Plus, the copyright "contamination" issue sadly will always remain; there
is no denying I have exposed to the source of commercial Smalltalk
incidentally in the process of using them. I could never work in a
Smalltalk-rebuilding "clean room" effort. In other free software
development contexts, say, people working on GNU ClassPath as an
alternative set of libraries to Java, the biggest "no, no" is to have seen
a related vendor's source and then contribute to that project. Example:
"Read the fine license, in particular the definition of Modifications in
SCSL 2.3. Sun claims copyright on any code independently implementing any
portion of the SCSL-licensed technology *if* you agree to their license.
So please don't look at their code if you intend to contribute to free
runtimes in the future. It's the same as Microsoft's Shared Source in a
different wrapping."

There is probably almost no significant Squeaker who has not been exposed
to the core code of one of VisualWorks, Smalltalk/V, Dolphin, VisualAge,
or a few other commercial Smalltalks. Of course, how well an overly broad
attempt against Squeak would stand up in court is a different issue; it
certainly also would not play well politically in terms of negative PR to
the vendor. In some ways, in the end, this single issue may mean the death
of free Smalltalks long term (barring one major vendor freeing their
version) -- the fact that Smalltalk was "open source" (taken literally)
embodied in proprietary products for so long but not "free". Which is one
reason Richard Stallman dislikes the term "open source" as it deemphasizes
the freedom aspect. :-) In essence, the history of Smalltalk is
"brilliance shackled". Since its conception, the history of Python is
"pragmatism unshackled". :-)

Personally, I still feel that now that the JVM is free-as-in-freedom, a 
Squeak derivative on the JVM has the possibility of being an amazing success 
(perhaps one built step-by-step using GNU Smalltalk parts to deal with 
licensing issues). But it would take most of the community here getting 
behind it. Maybe once the relicensing is resolved, this might be more 
possible. It is the *image* itself where the licensing needs to be cleanest, 
given the VM itself is very small. That's the problem IMHO with the current 
JVM implementations I've seen (like the one based on Dan Ingall's work) -- 
they take the image for granted when that is what matters. Spoon was a great 
step in the right direction (building the system up rather than stripping it 
down), but has received not enough support.
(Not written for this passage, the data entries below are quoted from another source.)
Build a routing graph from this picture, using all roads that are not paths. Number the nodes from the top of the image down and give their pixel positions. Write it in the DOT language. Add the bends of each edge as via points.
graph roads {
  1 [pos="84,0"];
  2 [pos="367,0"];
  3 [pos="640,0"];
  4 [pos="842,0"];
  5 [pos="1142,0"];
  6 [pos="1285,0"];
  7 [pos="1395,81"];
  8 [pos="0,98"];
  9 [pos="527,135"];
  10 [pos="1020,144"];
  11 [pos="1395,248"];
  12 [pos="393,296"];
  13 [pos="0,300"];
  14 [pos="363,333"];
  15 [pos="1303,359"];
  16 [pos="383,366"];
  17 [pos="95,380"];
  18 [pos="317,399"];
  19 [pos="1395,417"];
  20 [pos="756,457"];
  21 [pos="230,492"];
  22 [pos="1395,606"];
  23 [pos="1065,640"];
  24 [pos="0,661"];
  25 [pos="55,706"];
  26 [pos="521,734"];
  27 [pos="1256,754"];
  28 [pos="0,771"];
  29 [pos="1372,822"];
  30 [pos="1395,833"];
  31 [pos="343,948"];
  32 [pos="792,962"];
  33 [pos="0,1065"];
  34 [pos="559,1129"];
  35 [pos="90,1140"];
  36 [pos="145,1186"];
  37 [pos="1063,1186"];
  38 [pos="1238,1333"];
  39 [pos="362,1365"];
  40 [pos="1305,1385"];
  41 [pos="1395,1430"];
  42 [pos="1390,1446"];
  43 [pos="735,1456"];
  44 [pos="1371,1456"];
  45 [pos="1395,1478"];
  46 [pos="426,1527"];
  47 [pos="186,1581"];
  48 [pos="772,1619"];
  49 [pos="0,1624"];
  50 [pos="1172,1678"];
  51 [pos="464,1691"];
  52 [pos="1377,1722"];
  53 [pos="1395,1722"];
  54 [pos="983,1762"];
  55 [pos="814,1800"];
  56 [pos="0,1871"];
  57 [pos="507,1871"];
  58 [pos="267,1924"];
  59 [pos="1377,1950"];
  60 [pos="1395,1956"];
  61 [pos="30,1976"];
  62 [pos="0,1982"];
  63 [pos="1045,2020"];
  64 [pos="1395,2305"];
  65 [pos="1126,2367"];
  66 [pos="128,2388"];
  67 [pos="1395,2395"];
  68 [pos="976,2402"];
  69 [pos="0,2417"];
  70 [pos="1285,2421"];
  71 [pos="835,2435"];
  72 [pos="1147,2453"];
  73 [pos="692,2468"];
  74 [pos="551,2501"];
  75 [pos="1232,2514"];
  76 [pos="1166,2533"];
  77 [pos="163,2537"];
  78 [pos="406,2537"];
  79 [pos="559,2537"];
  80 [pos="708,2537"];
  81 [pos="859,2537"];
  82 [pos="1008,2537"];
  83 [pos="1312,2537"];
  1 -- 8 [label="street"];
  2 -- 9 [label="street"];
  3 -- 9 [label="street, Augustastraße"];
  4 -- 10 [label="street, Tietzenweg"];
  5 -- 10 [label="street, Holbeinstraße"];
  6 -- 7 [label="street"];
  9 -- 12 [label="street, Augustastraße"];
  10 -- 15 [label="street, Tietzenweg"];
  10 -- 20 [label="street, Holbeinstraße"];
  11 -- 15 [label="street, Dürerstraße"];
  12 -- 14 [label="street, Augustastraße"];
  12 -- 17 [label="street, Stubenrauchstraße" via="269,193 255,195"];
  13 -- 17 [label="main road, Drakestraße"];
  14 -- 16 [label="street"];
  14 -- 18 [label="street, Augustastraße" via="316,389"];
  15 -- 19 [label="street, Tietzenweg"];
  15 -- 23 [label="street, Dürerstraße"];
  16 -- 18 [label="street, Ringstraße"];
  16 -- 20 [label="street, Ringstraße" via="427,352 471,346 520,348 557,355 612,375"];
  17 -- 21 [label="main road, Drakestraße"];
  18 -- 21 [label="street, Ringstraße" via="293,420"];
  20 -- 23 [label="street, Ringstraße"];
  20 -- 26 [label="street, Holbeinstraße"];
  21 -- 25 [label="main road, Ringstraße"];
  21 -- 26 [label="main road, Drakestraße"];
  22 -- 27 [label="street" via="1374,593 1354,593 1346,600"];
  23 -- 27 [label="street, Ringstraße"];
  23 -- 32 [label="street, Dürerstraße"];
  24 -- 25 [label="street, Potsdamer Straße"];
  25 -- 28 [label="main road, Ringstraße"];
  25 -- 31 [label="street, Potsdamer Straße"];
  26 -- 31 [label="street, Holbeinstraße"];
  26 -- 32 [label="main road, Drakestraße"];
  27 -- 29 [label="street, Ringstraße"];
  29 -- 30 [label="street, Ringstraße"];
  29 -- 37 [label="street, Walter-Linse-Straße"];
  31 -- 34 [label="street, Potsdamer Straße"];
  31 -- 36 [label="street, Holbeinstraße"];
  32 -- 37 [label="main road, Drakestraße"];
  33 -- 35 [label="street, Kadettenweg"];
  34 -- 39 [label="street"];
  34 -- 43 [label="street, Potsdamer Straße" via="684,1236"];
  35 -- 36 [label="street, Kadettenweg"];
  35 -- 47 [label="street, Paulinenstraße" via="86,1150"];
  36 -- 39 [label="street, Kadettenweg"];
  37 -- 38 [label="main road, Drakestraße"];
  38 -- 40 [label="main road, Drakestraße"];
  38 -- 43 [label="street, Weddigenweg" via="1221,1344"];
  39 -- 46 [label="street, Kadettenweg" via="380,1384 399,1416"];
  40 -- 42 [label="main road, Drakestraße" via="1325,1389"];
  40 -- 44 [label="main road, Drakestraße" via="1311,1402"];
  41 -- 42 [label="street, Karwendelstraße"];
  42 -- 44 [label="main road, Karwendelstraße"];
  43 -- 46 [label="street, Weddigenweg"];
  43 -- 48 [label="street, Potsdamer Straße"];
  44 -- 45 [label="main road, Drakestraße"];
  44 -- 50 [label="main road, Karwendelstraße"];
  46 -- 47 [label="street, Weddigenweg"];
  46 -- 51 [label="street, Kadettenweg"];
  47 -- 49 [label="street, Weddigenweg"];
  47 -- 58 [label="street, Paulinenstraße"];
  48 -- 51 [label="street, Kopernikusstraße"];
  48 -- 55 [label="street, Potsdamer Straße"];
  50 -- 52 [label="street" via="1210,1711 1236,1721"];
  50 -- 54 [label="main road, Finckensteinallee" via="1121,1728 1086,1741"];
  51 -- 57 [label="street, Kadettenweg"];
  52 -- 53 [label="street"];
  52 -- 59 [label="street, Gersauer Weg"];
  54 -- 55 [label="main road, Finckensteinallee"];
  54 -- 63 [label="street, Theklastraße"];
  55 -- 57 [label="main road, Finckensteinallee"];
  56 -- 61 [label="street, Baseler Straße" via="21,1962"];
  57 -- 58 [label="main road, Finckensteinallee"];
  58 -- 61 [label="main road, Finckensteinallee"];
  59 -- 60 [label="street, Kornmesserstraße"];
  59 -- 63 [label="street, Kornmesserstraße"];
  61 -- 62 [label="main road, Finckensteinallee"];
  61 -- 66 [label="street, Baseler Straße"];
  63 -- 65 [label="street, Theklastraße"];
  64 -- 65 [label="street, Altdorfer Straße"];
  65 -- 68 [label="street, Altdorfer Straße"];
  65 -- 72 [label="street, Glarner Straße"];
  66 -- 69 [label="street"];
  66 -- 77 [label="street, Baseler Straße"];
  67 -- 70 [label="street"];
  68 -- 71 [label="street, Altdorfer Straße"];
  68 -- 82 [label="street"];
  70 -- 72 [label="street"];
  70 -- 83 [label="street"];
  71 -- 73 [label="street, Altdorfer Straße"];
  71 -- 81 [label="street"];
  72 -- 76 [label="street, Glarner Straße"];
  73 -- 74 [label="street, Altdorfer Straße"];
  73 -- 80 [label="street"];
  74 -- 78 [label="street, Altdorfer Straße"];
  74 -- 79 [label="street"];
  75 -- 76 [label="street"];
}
In the meantime, I mostly use Jython on the JVM and pine for the days of 
Smalltalk when debugging was easier and classes and their methods were more 
consistently named... But I would love to use a great Smalltalk on the JVM 
that had Squeak's following. Suddenly a lot of the issues I mention above 
would go away and others -- it would be deployable as a jar or with webstart 
or as an applet, it would have a new freely licensed core, it would play 
well with other code, it would be easy to do part of a system in Smalltalk, 
it would have access to standard widgets as well as custom ones, it would 
have robust libraries for 3D graphics and sound and other things it could 
easily call on all platforms it runs on, and so on. And then gradually, 
Smalltalk could expand outwards from there... But it's just a dream and I 
have too little time as it is. Sigh.